Liquid milk is produced here, it would be too costly to bring in from abroad and I doubt British shoppers want foreign milk anyway. Given that it is therefore a captured market which should have real value; it is not difficult to understand the frustration as powerful retailers drive the value out of that opportunity as they wage war on each other daily.
Sainsbury’s took an advert out last week showing how much it pays its farmers for liquid milk (72p for four pints), and although it paid slightly less than Tesco (73p) and Marks and Spencer (78p), it took that risk in order to demonstrate how much less Morrison’s, Asda and the discounters pay (56 to 59 pence with cost of production around 68p).
There is no doubt that dairy farmers supplying Sainsbury’s, Tesco, M&S (and indeed Waitrose) have hardly noticed the problems elsewhere as their price is based on the cost of production and has therefore been largely unaffected. Given that they are paying such a good price, no one minds so much if they want to sell it cheaply but of course they would rather not given how much it costs but they are forced to compete with Morrison’s, Asda and the discounters who pay far less for their supply from farmers.
All in all the problems with retailers are set to continue as they wage war more intensely than ever; a fight to the death of one of them quite possibly?

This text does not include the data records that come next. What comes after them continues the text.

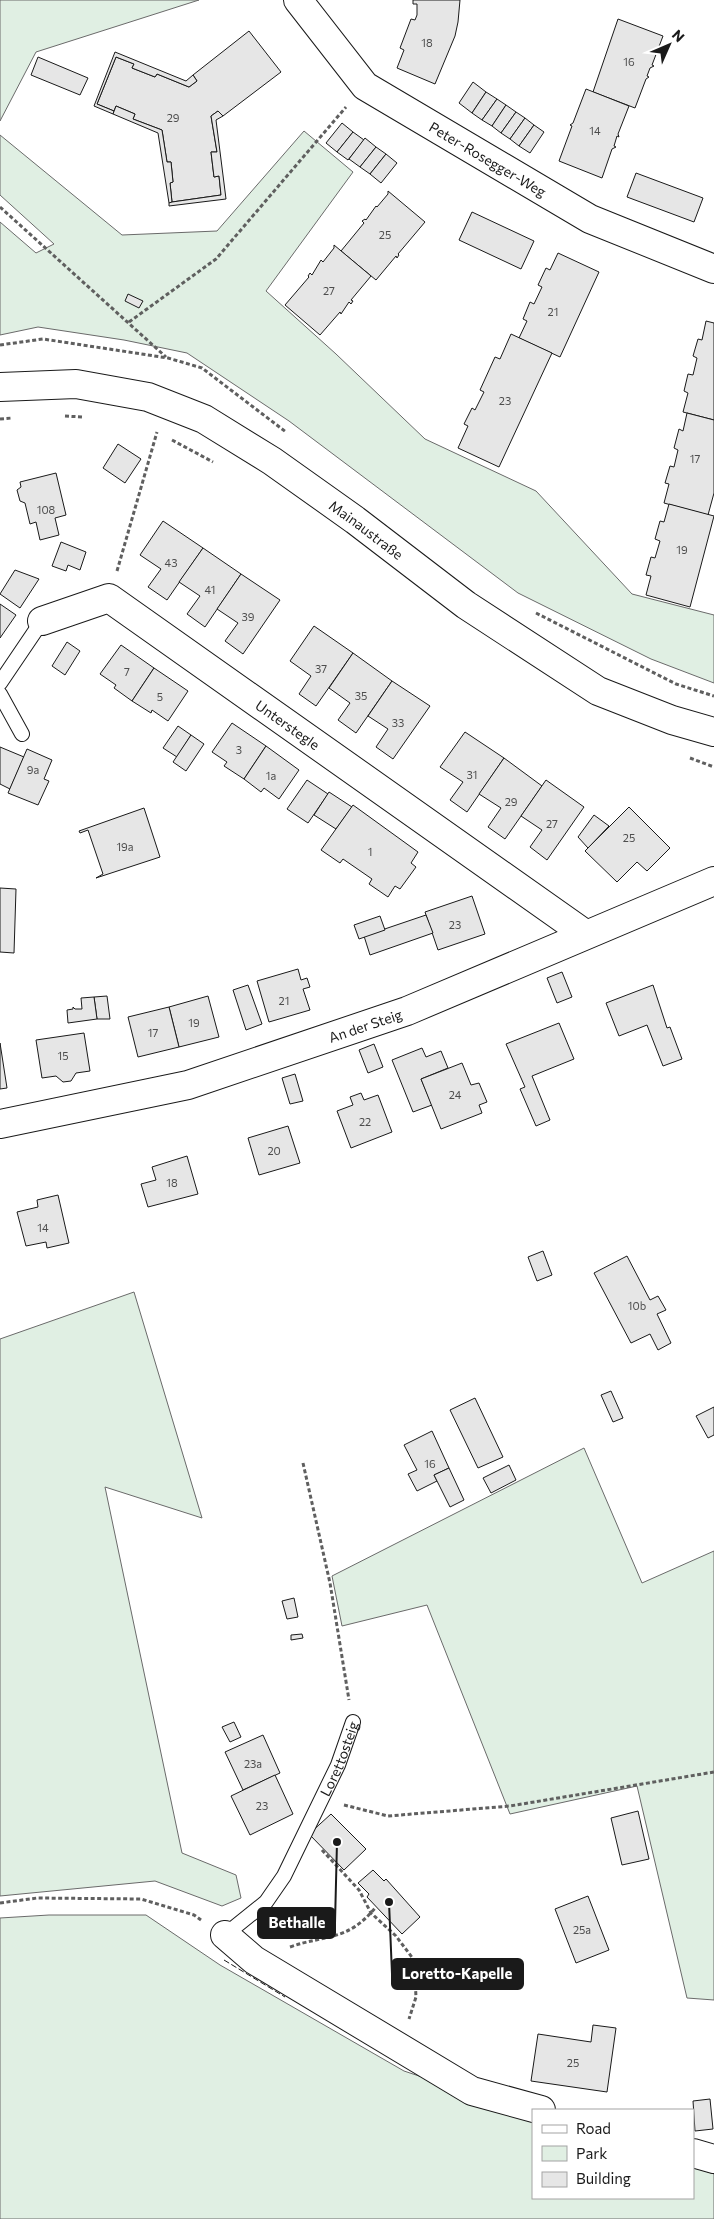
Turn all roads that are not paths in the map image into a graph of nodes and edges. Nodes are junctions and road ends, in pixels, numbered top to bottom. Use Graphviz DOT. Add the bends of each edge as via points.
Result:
graph roads {
  1 [pos="298,0"];
  2 [pos="714,269"];
  3 [pos="0,387"];
  4 [pos="42,621"];
  5 [pos="0,683"];
  6 [pos="0,694"];
  7 [pos="714,732"];
  8 [pos="22,734"];
  9 [pos="714,881"];
  10 [pos="585,934"];
  11 [pos="0,1124"];
  12 [pos="353,1722"];
  13 [pos="225,1934"];
  14 [pos="537,2109"];
  15 [pos="694,2153"];
  16 [pos="714,2159"];
  1 -- 2 [label="street, Peter-Rosegger-Weg" via="365,86 590,219"];
  3 -- 7 [label="street, Mainaustraße" via="76,384 148,397 204,419 272,461 466,605 598,691 672,720"];
  4 -- 5 [label="lane"];
  4 -- 10 [label="street, Unterstegle" via="109,598"];
  6 -- 8 [label="lane"];
  9 -- 10 [label="street, An der Steig"];
  10 -- 11 [label="street, An der Steig" via="407,1011 188,1085"];
  12 -- 13 [label="lane, Lorettosteig" via="338,1765 284,1876 266,1902"];
  13 -- 14 [label="street" via="254,1960 472,2091"];
  15 -- 16 [label="street"];
}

It is not impossible that one of the giants could fall this time, such is the pressure and the stakes are so high. They are our biggest customers, but few farmers have much time for them as their track record of swapping suppliers and driving down prices is so terrible. Even those who have built large businesses on the back of supplying one of the big retailers are not immune from a drastic change of fortune when things are this bad; it will get worse before it gets better I’m afraid.
One of the protesters who have been causing so many problems during the badger cull in Gloucestershire has been spared jail, but given a 6 month suspended sentence and ordered to pay £25,000 legal costs. As protesters and single issue groups berate the cull and accuse it of not reaching its targets, they have been actively doing their best to disrupt the work in progress, intimidating and generally causing a nuisance.
Jay Tieran was accused by the judge Sir David Eady of deliberate and defiant contempt of court, as he was found guilty of nine breaches of an injunction granted to the NFU against protest groups in August 2013.
All 9 allegations of contempt levelled against Mr Tiernan by the NFU had been proved. Mr Tiernan apologised to the court and also apologised to the NFU and the farmers targeted by him and his colleagues and despite having very limited income and resources he told the court that he was prepared to make any reparation he could.
Its 50 years since Winston Churchill died, and although I was young I do remember watching the funeral on my grandparent’s black and white television realising the important historic occasion. It is amazing to think that he would not have been a particularly important figure in history before the Second World War, although he had made his mark in more ways than one, successfully and disastrously.
Cometh the hour, cometh the man; never has that been more relevant as Winston took the helm with such determination, awarding himself immense powers; practically running the country single handed for a while such was his grip.
Anything similar would be unthinkable today, and whilst we did win by the skin of our teeth and only with the help of our allies, it was a remarkable victory, led by a remarkable man.
‘Success consists of going from failure to failure without loss of enthusiasm’.